Overview

This work was done by Pankaj M. Tolani at the Database Systems Laboratory under Dr. Jayant R. Haritsa. Database Systems Laboratory is part of the Indian Institute of Science, Bangalore, INDIA - 560012.  The related research paper was selected for the proceedings of the International Conference of Data Engineering (San Jose, 2002).

About XGrind

XML documents are extremely verbose since the "schema" is repeated for every "record" in the document. While a variety of compressors are available to address the problem, they are not designed to support direct querying of the compressed document, a useful feature from a database perspective. In this paper, we propose a new compression tool called XGrind, which directly supports queries in the compressed domain. A special feature of XGrind is that the compressed document retains the structure of the original document, permitting reuse of the standard XML techniques for processing the compressed document. Performance evaluation over a variety of XML documents and user queries indicates that XGrind simultaneously delivers improved query processing times and reasonable compression ratios.

Features

1.The compression rates of XGrind are competitive with XMILL (XML-specific state-of-the-art compressor) and other similar tools, with the added benefit of permitting querying of the compressed data.
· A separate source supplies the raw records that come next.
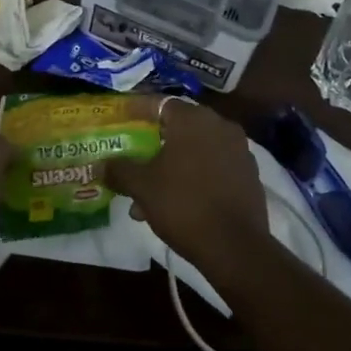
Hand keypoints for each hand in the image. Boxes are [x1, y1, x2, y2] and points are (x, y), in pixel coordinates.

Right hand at [105, 100, 269, 281]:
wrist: (235, 246)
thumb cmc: (183, 204)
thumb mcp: (142, 187)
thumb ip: (119, 170)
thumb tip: (100, 164)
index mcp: (193, 120)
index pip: (160, 104)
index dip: (138, 111)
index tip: (122, 121)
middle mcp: (219, 126)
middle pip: (179, 128)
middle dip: (154, 144)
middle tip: (134, 159)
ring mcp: (239, 150)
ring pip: (196, 150)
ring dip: (172, 165)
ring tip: (149, 193)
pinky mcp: (249, 175)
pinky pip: (214, 167)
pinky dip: (194, 176)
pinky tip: (177, 202)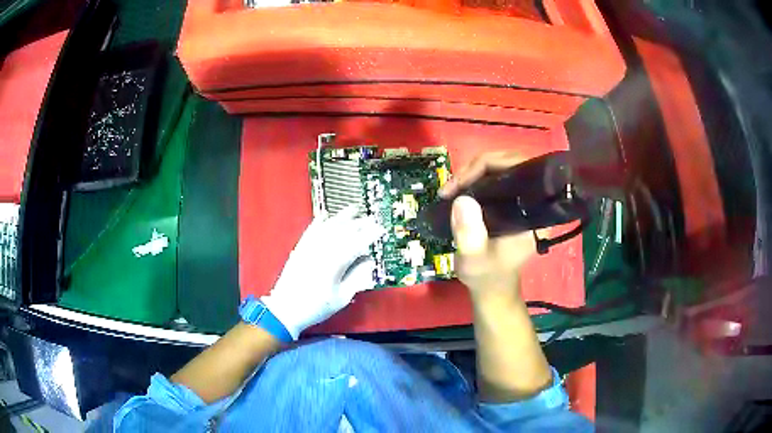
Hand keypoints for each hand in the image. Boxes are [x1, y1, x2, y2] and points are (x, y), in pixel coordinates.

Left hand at [261, 206, 384, 338]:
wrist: (286, 309)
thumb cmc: (317, 307)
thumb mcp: (342, 297)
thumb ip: (356, 278)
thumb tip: (368, 261)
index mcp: (335, 263)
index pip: (357, 243)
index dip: (371, 234)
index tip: (381, 229)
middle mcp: (322, 250)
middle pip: (344, 231)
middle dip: (360, 223)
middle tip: (372, 219)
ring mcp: (309, 247)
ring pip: (328, 226)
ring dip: (342, 217)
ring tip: (353, 210)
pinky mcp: (300, 248)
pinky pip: (311, 230)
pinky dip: (319, 221)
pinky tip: (325, 215)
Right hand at [441, 153, 536, 302]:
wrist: (491, 288)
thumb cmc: (487, 275)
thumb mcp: (474, 258)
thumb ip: (470, 234)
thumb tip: (461, 199)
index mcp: (532, 211)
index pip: (519, 169)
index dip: (489, 166)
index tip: (461, 184)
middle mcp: (531, 200)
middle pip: (508, 162)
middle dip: (475, 168)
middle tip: (451, 186)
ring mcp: (521, 198)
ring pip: (499, 167)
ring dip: (472, 173)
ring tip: (450, 189)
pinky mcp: (510, 201)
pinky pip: (494, 177)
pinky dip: (474, 179)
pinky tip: (459, 190)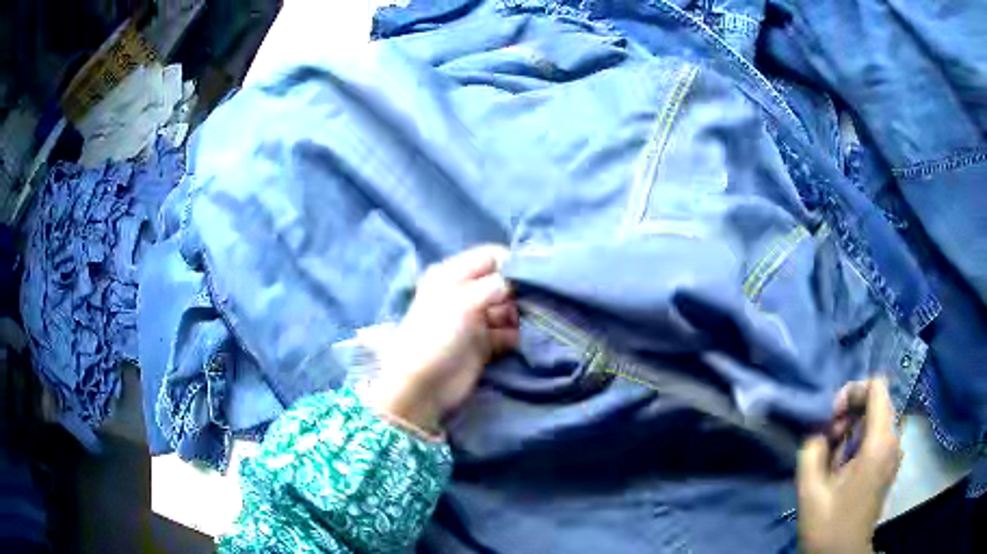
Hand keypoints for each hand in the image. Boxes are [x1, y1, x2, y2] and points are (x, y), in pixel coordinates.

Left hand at [366, 245, 519, 434]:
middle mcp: (465, 293)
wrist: (421, 385)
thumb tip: (519, 278)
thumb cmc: (437, 335)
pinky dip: (518, 334)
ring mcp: (475, 319)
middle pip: (502, 282)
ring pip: (508, 308)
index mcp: (453, 274)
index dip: (512, 262)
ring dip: (522, 313)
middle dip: (521, 290)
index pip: (490, 256)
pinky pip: (508, 332)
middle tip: (539, 300)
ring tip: (535, 321)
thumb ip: (495, 285)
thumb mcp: (463, 301)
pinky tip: (527, 338)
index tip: (536, 274)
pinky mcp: (483, 344)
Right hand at [797, 378, 902, 553]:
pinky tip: (843, 466)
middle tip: (827, 440)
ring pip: (876, 419)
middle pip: (877, 401)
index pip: (877, 387)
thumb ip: (812, 451)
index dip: (853, 391)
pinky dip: (859, 441)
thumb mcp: (811, 492)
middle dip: (850, 413)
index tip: (832, 417)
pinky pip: (877, 436)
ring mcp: (894, 453)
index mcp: (879, 443)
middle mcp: (894, 440)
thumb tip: (818, 431)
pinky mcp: (889, 464)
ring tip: (832, 457)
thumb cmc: (829, 526)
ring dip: (853, 428)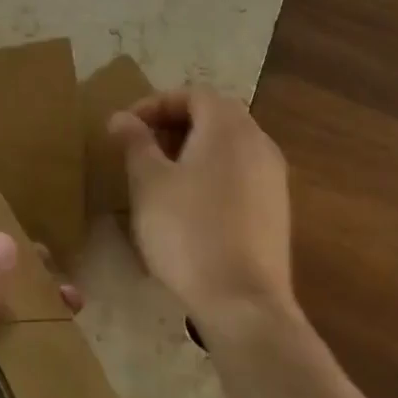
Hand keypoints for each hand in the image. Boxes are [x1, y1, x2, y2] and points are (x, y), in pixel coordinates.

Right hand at [108, 88, 294, 332]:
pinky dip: (213, 173)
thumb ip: (135, 142)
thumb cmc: (187, 230)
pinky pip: (241, 173)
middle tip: (142, 146)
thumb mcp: (148, 182)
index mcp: (228, 127)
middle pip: (215, 116)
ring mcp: (273, 178)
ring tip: (161, 175)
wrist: (243, 303)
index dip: (156, 103)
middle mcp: (258, 143)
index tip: (128, 126)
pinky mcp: (276, 210)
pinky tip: (189, 204)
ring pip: (229, 145)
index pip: (193, 94)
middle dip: (175, 124)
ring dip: (193, 149)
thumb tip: (122, 118)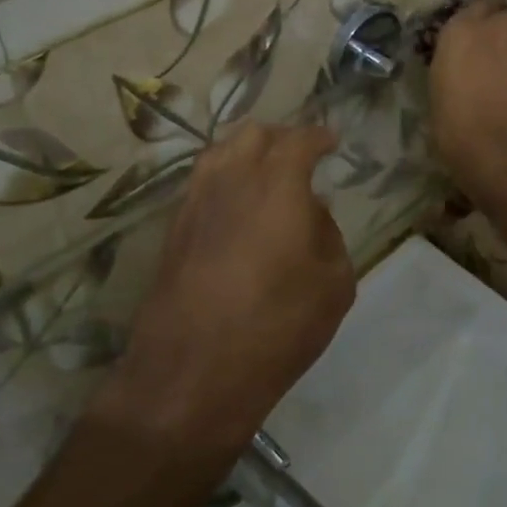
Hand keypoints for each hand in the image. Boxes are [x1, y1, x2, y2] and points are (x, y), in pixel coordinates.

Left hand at [115, 124, 354, 456]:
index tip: (332, 142)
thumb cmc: (278, 327)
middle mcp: (230, 180)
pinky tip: (237, 207)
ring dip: (247, 154)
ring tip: (267, 177)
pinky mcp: (173, 229)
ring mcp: (194, 202)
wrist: (193, 372)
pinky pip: (202, 184)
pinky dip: (225, 180)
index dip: (319, 137)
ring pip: (220, 153)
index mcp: (277, 185)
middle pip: (253, 135)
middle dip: (282, 138)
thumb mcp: (333, 284)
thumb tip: (312, 211)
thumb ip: (329, 235)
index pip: (299, 140)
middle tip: (301, 158)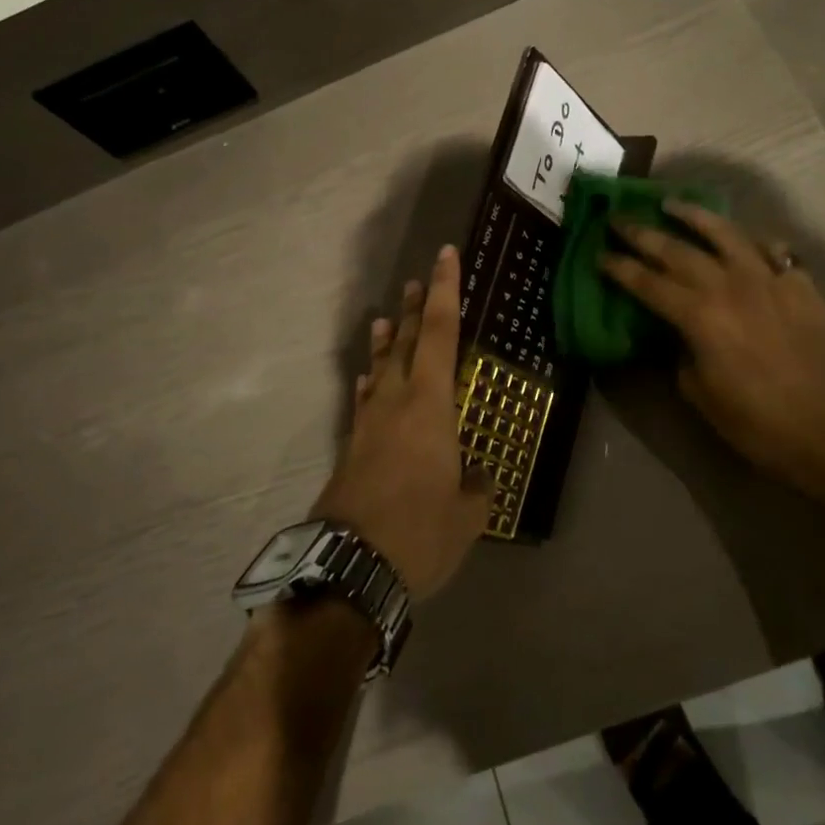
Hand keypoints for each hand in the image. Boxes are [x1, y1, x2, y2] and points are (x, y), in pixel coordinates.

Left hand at [313, 246, 490, 598]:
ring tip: (386, 317)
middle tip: (418, 279)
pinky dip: (368, 382)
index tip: (446, 257)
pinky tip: (366, 380)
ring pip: (379, 368)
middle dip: (415, 308)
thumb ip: (475, 487)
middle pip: (406, 341)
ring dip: (386, 340)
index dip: (446, 292)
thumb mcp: (467, 514)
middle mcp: (396, 402)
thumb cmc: (419, 532)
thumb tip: (475, 477)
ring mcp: (368, 423)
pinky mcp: (351, 446)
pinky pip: (363, 400)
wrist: (349, 567)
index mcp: (429, 405)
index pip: (442, 333)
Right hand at [599, 202, 824, 496]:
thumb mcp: (698, 391)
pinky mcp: (799, 285)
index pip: (647, 283)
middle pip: (678, 251)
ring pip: (726, 234)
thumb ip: (682, 351)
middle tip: (620, 219)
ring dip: (694, 216)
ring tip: (672, 204)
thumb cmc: (753, 419)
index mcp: (698, 316)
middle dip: (643, 234)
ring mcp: (768, 280)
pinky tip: (744, 241)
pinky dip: (754, 243)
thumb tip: (679, 333)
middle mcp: (729, 287)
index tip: (599, 253)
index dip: (619, 267)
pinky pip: (773, 252)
2.XGrind makes use of simple but effective techniques  non-adaptive Huffman compression for arbitrary strings, compression of enumerated values  in the context of XML and demonstrates that the techniques work well compared to similar tools.

3.XGrind preserves the hierarchical structure of a document and permits decompression of fragments of the document, both of which are important for query processing.

4.The XGrind prototype was implemented in C/C++ (about 5K lines of code) with the following modules: compressor, decompressor, query processing engine.

5.Optimizations done to speed up compression

a.XMILL SAX API XML parser used instead of the relatively much slower commercially available XML parsers.
For this, we had to implement a DTD parser using Lex and Yacc tools to populate the data structures used for the statistics.

b.Optimized Huffman-Compressor/Enum-Encoder modules which avoid C++ libraries/constructs.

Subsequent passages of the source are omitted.